Could the entries below be reproduced exactly, with the images removed?

Records from a dataset:
........

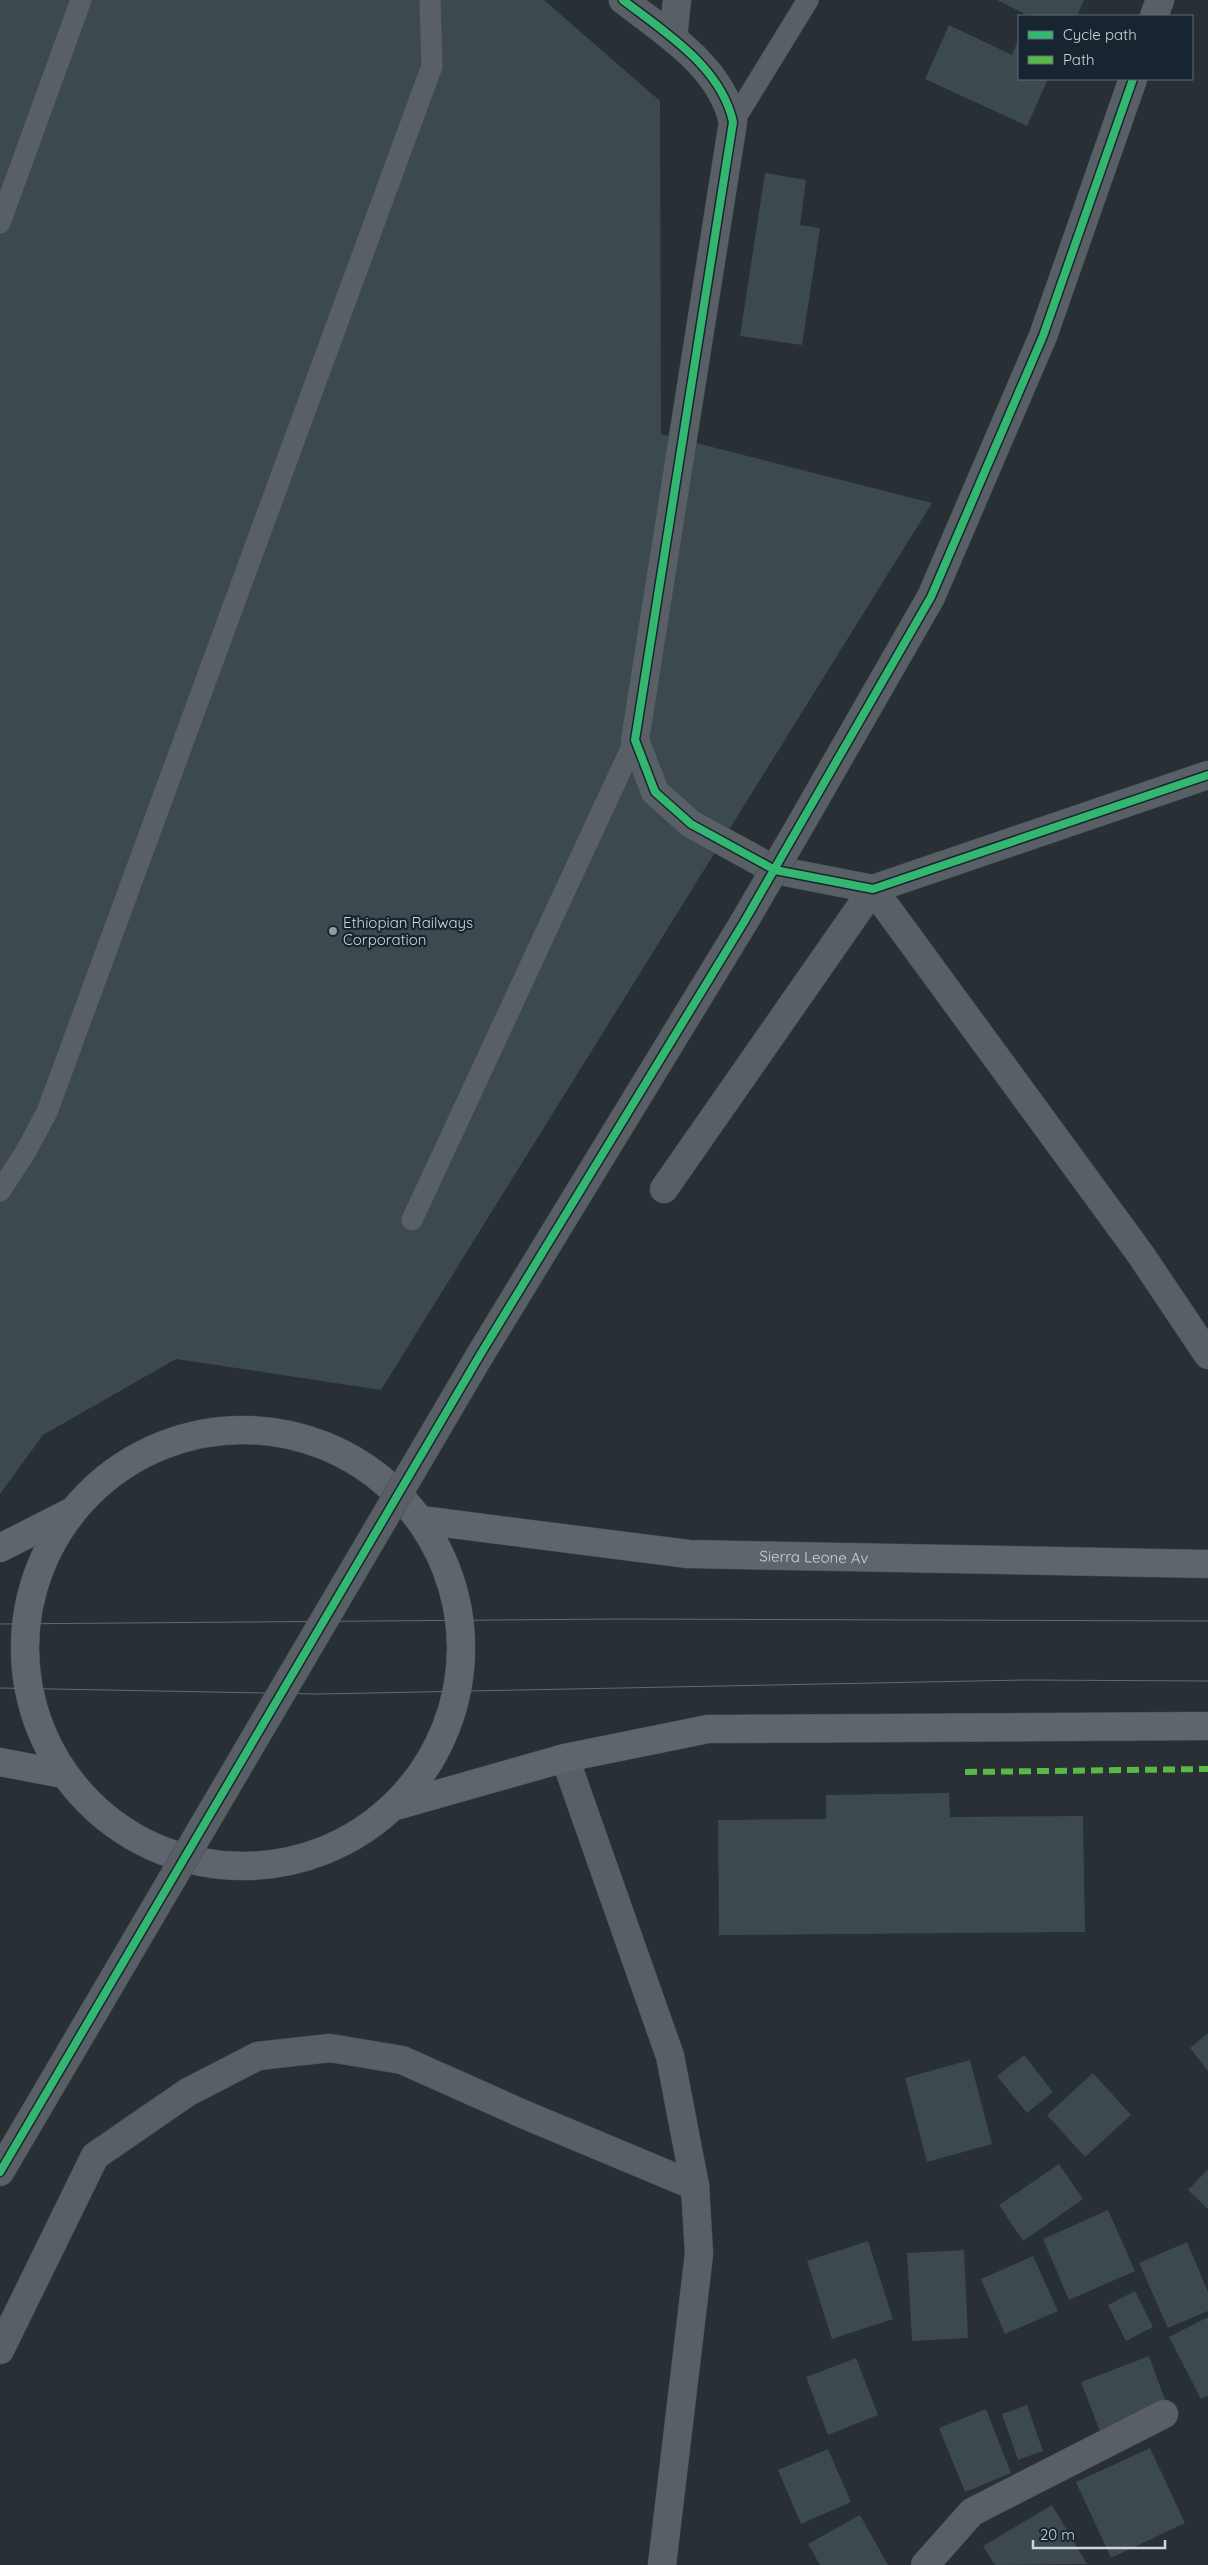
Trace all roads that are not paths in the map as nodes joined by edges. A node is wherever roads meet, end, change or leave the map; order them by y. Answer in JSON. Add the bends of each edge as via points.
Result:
{"nodes":[{"id":1,"x":81,"y":0,"type":"edge"},
{"id":2,"x":430,"y":0,"type":"edge"},
{"id":3,"x":623,"y":0,"type":"edge"},
{"id":4,"x":677,"y":0,"type":"edge"},
{"id":5,"x":808,"y":0,"type":"edge"},
{"id":6,"x":1160,"y":0,"type":"edge"},
{"id":7,"x":1154,"y":15,"type":"edge"},
{"id":8,"x":673,"y":38,"type":"junction"},
{"id":9,"x":1133,"y":80,"type":"edge"},
{"id":10,"x":733,"y":122,"type":"junction"},
{"id":11,"x":0,"y":223,"type":"edge"},
{"id":12,"x":635,"y":740,"type":"junction"},
{"id":13,"x":1208,"y":775,"type":"edge"},
{"id":14,"x":873,"y":889,"type":"junction"},
{"id":15,"x":664,"y":1189,"type":"dead end"},
{"id":16,"x":0,"y":1191,"type":"edge"},
{"id":17,"x":412,"y":1220,"type":"dead end"},
{"id":18,"x":1208,"y":1355,"type":"edge"},
{"id":19,"x":71,"y":1512,"type":"junction"},
{"id":20,"x":421,"y":1520,"type":"junction"},
{"id":21,"x":0,"y":1548,"type":"edge"},
{"id":22,"x":1208,"y":1564,"type":"edge"},
{"id":23,"x":1208,"y":1726,"type":"edge"},
{"id":24,"x":565,"y":1758,"type":"junction"},
{"id":25,"x":0,"y":1762,"type":"edge"},
{"id":26,"x":63,"y":1774,"type":"junction"},
{"id":27,"x":399,"y":1805,"type":"junction"},
{"id":28,"x":0,"y":2172,"type":"edge"},
{"id":29,"x":695,"y":2186,"type":"junction"},
{"id":30,"x":0,"y":2350,"type":"edge"},
{"id":31,"x":1164,"y":2414,"type":"dead end"},
{"id":32,"x":662,"y":2565,"type":"edge"},
{"id":33,"x":925,"y":2565,"type":"edge"}],
"edges":[{"from":1,"to":11,"type":"lane"},
{"from":2,"to":16,"type":"lane","via":[[432,66],[47,1112]]},
{"from":3,"to":8,"type":"street"},
{"from":4,"to":8,"type":"street"},
{"from":5,"to":10,"type":"lane"},
{"from":6,"to":7,"type":"street"},
{"from":8,"to":10,"type":"street","via":[[717,83],[729,102]]},
{"from":9,"to":28,"type":"street","bridge":true,"via":[[1043,336],[931,596],[744,922],[480,1355]]},
{"from":10,"to":12,"type":"street"},
{"from":12,"to":14,"type":"street","via":[[655,792],[691,824],[776,870]]},
{"from":12,"to":17,"type":"lane"},
{"from":13,"to":14,"type":"street"},
{"from":14,"to":15,"type":"street"},
{"from":14,"to":18,"type":"street","via":[[1142,1256]]},
{"from":19,"to":20,"type":"main road","via":[[132,1458],[208,1431],[289,1433],[363,1464]]},
{"from":19,"to":21,"type":"main road"},
{"from":19,"to":26,"type":"main road","via":[[37,1573],[24,1642],[33,1711]]},
{"from":20,"to":22,"type":"main road","name":"Sierra Leone Av","via":[[688,1554]]},
{"from":20,"to":27,"type":"main road","via":[[455,1589],[462,1667],[442,1741]]},
{"from":23,"to":24,"type":"main road","via":[[708,1729]]},
{"from":24,"to":27,"type":"main road"},
{"from":24,"to":29,"type":"street","via":[[670,2056]]},
{"from":25,"to":26,"type":"main road"},
{"from":26,"to":27,"type":"main road","via":[[133,1840],[224,1869],[318,1856]]},
{"from":29,"to":30,"type":"street","via":[[402,2060],[330,2048],[258,2056],[188,2092],[95,2156]]},
{"from":29,"to":32,"type":"street","via":[[699,2254]]},
{"from":31,"to":33,"type":"street","via":[[972,2512]]}]}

........

Answer to this problem
Trace all roads that are not paths in the map as nodes joined by edges. A node is wherever roads meet, end, change or leave the map; order them by y. Answer in JSON. Add the bends of each edge as via points.
Result:
{"nodes":[{"id":1,"x":81,"y":0,"type":"edge"},
{"id":2,"x":430,"y":0,"type":"edge"},
{"id":3,"x":623,"y":0,"type":"edge"},
{"id":4,"x":677,"y":0,"type":"edge"},
{"id":5,"x":808,"y":0,"type":"edge"},
{"id":6,"x":1160,"y":0,"type":"edge"},
{"id":7,"x":1154,"y":15,"type":"edge"},
{"id":8,"x":673,"y":38,"type":"junction"},
{"id":9,"x":1133,"y":80,"type":"edge"},
{"id":10,"x":733,"y":122,"type":"junction"},
{"id":11,"x":0,"y":223,"type":"edge"},
{"id":12,"x":635,"y":740,"type":"junction"},
{"id":13,"x":1208,"y":775,"type":"edge"},
{"id":14,"x":873,"y":889,"type":"junction"},
{"id":15,"x":664,"y":1189,"type":"dead end"},
{"id":16,"x":0,"y":1191,"type":"edge"},
{"id":17,"x":412,"y":1220,"type":"dead end"},
{"id":18,"x":1208,"y":1355,"type":"edge"},
{"id":19,"x":71,"y":1512,"type":"junction"},
{"id":20,"x":421,"y":1520,"type":"junction"},
{"id":21,"x":0,"y":1548,"type":"edge"},
{"id":22,"x":1208,"y":1564,"type":"edge"},
{"id":23,"x":1208,"y":1726,"type":"edge"},
{"id":24,"x":565,"y":1758,"type":"junction"},
{"id":25,"x":0,"y":1762,"type":"edge"},
{"id":26,"x":63,"y":1774,"type":"junction"},
{"id":27,"x":399,"y":1805,"type":"junction"},
{"id":28,"x":0,"y":2172,"type":"edge"},
{"id":29,"x":695,"y":2186,"type":"junction"},
{"id":30,"x":0,"y":2350,"type":"edge"},
{"id":31,"x":1164,"y":2414,"type":"dead end"},
{"id":32,"x":662,"y":2565,"type":"edge"},
{"id":33,"x":925,"y":2565,"type":"edge"}],
"edges":[{"from":1,"to":11,"type":"lane"},
{"from":2,"to":16,"type":"lane","via":[[432,66],[47,1112]]},
{"from":3,"to":8,"type":"street"},
{"from":4,"to":8,"type":"street"},
{"from":5,"to":10,"type":"lane"},
{"from":6,"to":7,"type":"street"},
{"from":8,"to":10,"type":"street","via":[[717,83],[729,102]]},
{"from":9,"to":28,"type":"street","bridge":true,"via":[[1043,336],[931,596],[744,922],[480,1355]]},
{"from":10,"to":12,"type":"street"},
{"from":12,"to":14,"type":"street","via":[[655,792],[691,824],[776,870]]},
{"from":12,"to":17,"type":"lane"},
{"from":13,"to":14,"type":"street"},
{"from":14,"to":15,"type":"street"},
{"from":14,"to":18,"type":"street","via":[[1142,1256]]},
{"from":19,"to":20,"type":"main road","via":[[132,1458],[208,1431],[289,1433],[363,1464]]},
{"from":19,"to":21,"type":"main road"},
{"from":19,"to":26,"type":"main road","via":[[37,1573],[24,1642],[33,1711]]},
{"from":20,"to":22,"type":"main road","name":"Sierra Leone Av","via":[[688,1554]]},
{"from":20,"to":27,"type":"main road","via":[[455,1589],[462,1667],[442,1741]]},
{"from":23,"to":24,"type":"main road","via":[[708,1729]]},
{"from":24,"to":27,"type":"main road"},
{"from":24,"to":29,"type":"street","via":[[670,2056]]},
{"from":25,"to":26,"type":"main road"},
{"from":26,"to":27,"type":"main road","via":[[133,1840],[224,1869],[318,1856]]},
{"from":29,"to":30,"type":"street","via":[[402,2060],[330,2048],[258,2056],[188,2092],[95,2156]]},
{"from":29,"to":32,"type":"street","via":[[699,2254]]},
{"from":31,"to":33,"type":"street","via":[[972,2512]]}]}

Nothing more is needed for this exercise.